SOURCE MATERIAL Block Start
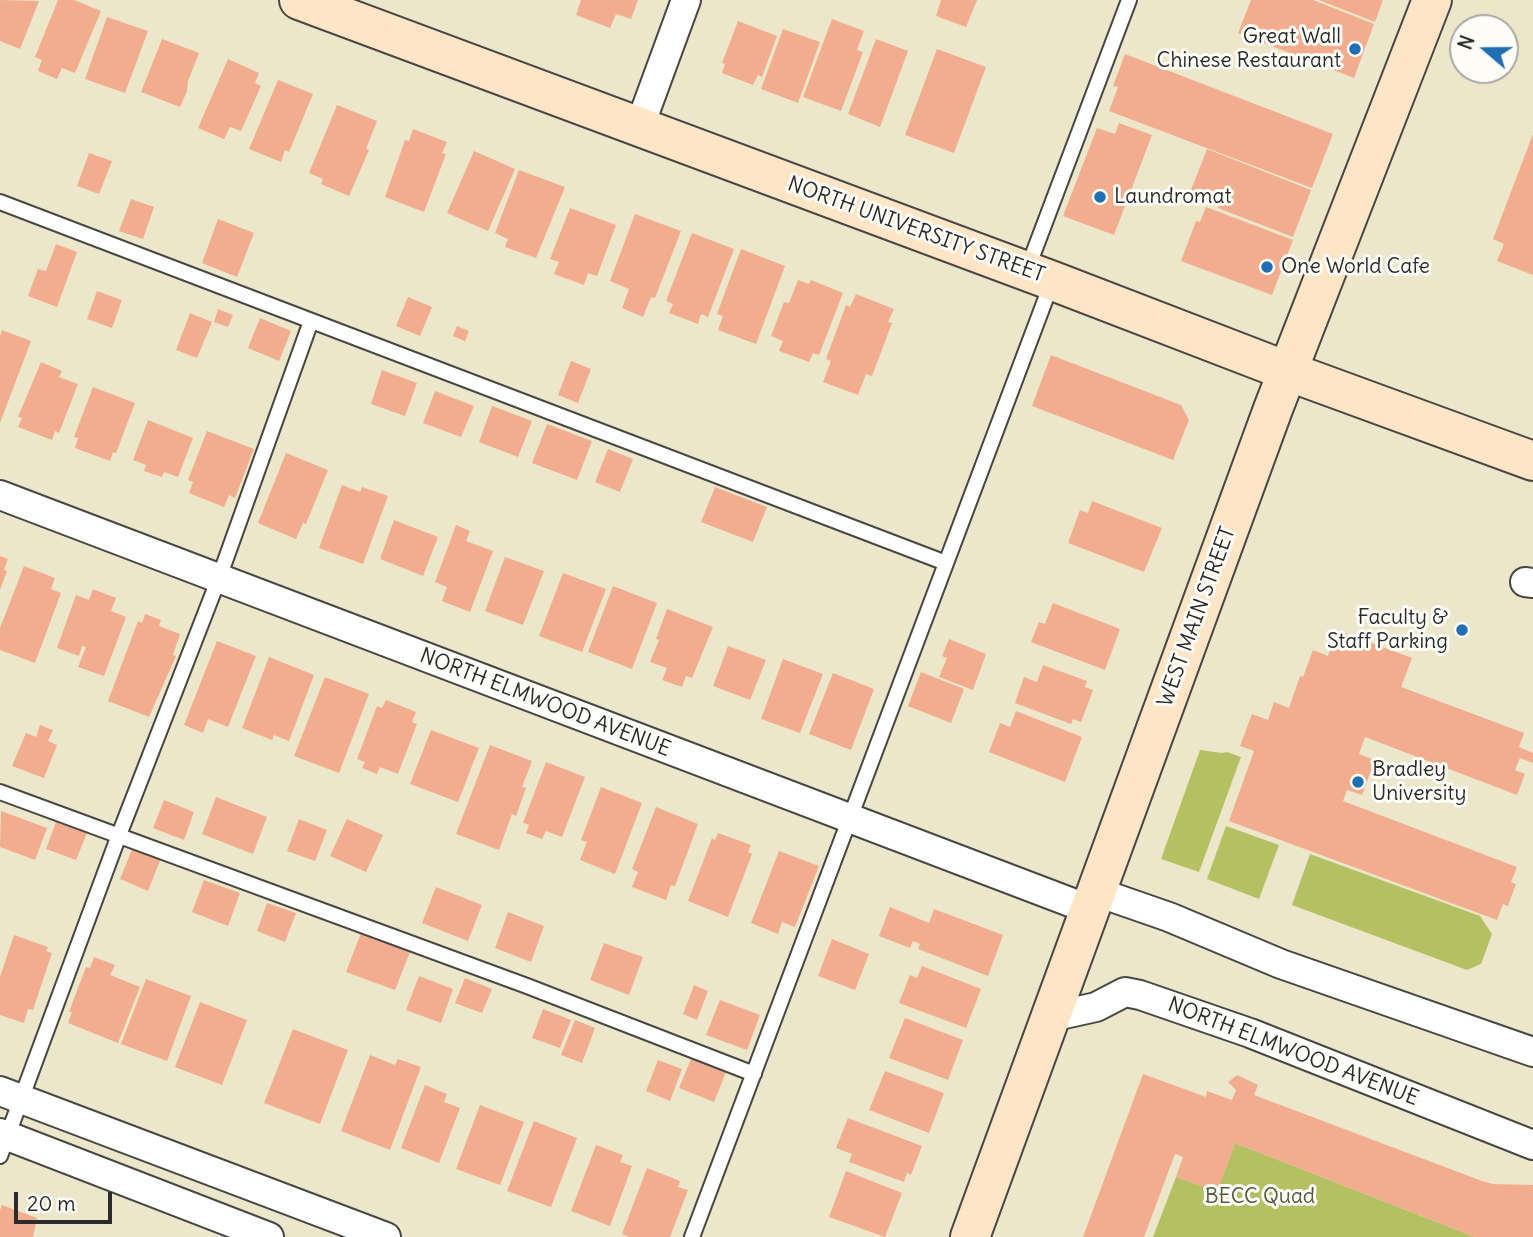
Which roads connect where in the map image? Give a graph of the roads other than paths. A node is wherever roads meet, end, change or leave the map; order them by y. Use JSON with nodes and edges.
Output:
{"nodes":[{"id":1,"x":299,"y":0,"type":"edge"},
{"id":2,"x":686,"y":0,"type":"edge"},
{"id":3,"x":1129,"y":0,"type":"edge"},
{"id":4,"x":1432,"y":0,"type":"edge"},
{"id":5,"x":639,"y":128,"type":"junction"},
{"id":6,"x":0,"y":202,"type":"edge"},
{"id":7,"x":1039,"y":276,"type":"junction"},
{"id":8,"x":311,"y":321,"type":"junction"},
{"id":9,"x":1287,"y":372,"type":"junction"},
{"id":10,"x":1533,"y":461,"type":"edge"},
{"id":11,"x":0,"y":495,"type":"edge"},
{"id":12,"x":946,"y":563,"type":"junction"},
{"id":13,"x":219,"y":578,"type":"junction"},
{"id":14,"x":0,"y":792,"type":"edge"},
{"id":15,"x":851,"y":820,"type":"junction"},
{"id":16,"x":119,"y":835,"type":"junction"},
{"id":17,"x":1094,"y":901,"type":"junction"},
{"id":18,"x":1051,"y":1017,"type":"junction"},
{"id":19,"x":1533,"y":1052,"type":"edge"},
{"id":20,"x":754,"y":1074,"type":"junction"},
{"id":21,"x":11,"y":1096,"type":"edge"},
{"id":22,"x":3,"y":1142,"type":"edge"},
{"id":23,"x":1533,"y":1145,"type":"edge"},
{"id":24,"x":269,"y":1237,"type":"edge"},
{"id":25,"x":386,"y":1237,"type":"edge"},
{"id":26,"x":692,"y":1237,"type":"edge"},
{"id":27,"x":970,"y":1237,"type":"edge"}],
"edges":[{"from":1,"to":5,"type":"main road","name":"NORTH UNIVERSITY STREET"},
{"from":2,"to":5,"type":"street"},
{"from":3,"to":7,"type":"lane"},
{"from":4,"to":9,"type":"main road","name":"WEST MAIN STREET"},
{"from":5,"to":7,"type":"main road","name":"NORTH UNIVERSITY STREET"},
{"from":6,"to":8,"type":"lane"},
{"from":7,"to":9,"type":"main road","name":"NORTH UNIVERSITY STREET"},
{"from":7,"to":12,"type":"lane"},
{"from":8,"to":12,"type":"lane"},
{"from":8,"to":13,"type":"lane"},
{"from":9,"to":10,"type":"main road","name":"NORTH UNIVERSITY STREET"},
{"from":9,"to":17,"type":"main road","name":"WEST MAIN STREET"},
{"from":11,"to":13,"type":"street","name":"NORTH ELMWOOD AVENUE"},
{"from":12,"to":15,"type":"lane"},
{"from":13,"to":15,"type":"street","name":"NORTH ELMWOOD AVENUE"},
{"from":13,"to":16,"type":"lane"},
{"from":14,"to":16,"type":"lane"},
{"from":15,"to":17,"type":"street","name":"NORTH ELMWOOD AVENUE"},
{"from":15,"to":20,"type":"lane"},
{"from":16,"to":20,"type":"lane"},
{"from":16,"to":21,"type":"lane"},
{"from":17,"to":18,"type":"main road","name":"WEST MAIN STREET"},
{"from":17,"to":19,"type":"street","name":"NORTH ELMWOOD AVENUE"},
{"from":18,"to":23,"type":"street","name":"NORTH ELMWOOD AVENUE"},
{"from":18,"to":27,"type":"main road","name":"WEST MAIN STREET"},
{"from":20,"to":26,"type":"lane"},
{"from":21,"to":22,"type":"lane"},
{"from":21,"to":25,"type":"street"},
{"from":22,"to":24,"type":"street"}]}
SOURCE MATERIAL Block End
> **WHAT TO WORK ON**
Please transcribe every entry exactly as written, leaving the pictures out.

> **WRITTEN ANSWER**
Which roads connect where in the map image? Give a graph of the roads other than paths. A node is wherever roads meet, end, change or leave the map; order them by y. Use JSON with nodes and edges.
Output:
{"nodes":[{"id":1,"x":299,"y":0,"type":"edge"},
{"id":2,"x":686,"y":0,"type":"edge"},
{"id":3,"x":1129,"y":0,"type":"edge"},
{"id":4,"x":1432,"y":0,"type":"edge"},
{"id":5,"x":639,"y":128,"type":"junction"},
{"id":6,"x":0,"y":202,"type":"edge"},
{"id":7,"x":1039,"y":276,"type":"junction"},
{"id":8,"x":311,"y":321,"type":"junction"},
{"id":9,"x":1287,"y":372,"type":"junction"},
{"id":10,"x":1533,"y":461,"type":"edge"},
{"id":11,"x":0,"y":495,"type":"edge"},
{"id":12,"x":946,"y":563,"type":"junction"},
{"id":13,"x":219,"y":578,"type":"junction"},
{"id":14,"x":0,"y":792,"type":"edge"},
{"id":15,"x":851,"y":820,"type":"junction"},
{"id":16,"x":119,"y":835,"type":"junction"},
{"id":17,"x":1094,"y":901,"type":"junction"},
{"id":18,"x":1051,"y":1017,"type":"junction"},
{"id":19,"x":1533,"y":1052,"type":"edge"},
{"id":20,"x":754,"y":1074,"type":"junction"},
{"id":21,"x":11,"y":1096,"type":"edge"},
{"id":22,"x":3,"y":1142,"type":"edge"},
{"id":23,"x":1533,"y":1145,"type":"edge"},
{"id":24,"x":269,"y":1237,"type":"edge"},
{"id":25,"x":386,"y":1237,"type":"edge"},
{"id":26,"x":692,"y":1237,"type":"edge"},
{"id":27,"x":970,"y":1237,"type":"edge"}],
"edges":[{"from":1,"to":5,"type":"main road","name":"NORTH UNIVERSITY STREET"},
{"from":2,"to":5,"type":"street"},
{"from":3,"to":7,"type":"lane"},
{"from":4,"to":9,"type":"main road","name":"WEST MAIN STREET"},
{"from":5,"to":7,"type":"main road","name":"NORTH UNIVERSITY STREET"},
{"from":6,"to":8,"type":"lane"},
{"from":7,"to":9,"type":"main road","name":"NORTH UNIVERSITY STREET"},
{"from":7,"to":12,"type":"lane"},
{"from":8,"to":12,"type":"lane"},
{"from":8,"to":13,"type":"lane"},
{"from":9,"to":10,"type":"main road","name":"NORTH UNIVERSITY STREET"},
{"from":9,"to":17,"type":"main road","name":"WEST MAIN STREET"},
{"from":11,"to":13,"type":"street","name":"NORTH ELMWOOD AVENUE"},
{"from":12,"to":15,"type":"lane"},
{"from":13,"to":15,"type":"street","name":"NORTH ELMWOOD AVENUE"},
{"from":13,"to":16,"type":"lane"},
{"from":14,"to":16,"type":"lane"},
{"from":15,"to":17,"type":"street","name":"NORTH ELMWOOD AVENUE"},
{"from":15,"to":20,"type":"lane"},
{"from":16,"to":20,"type":"lane"},
{"from":16,"to":21,"type":"lane"},
{"from":17,"to":18,"type":"main road","name":"WEST MAIN STREET"},
{"from":17,"to":19,"type":"street","name":"NORTH ELMWOOD AVENUE"},
{"from":18,"to":23,"type":"street","name":"NORTH ELMWOOD AVENUE"},
{"from":18,"to":27,"type":"main road","name":"WEST MAIN STREET"},
{"from":20,"to":26,"type":"lane"},
{"from":21,"to":22,"type":"lane"},
{"from":21,"to":25,"type":"street"},
{"from":22,"to":24,"type":"street"}]}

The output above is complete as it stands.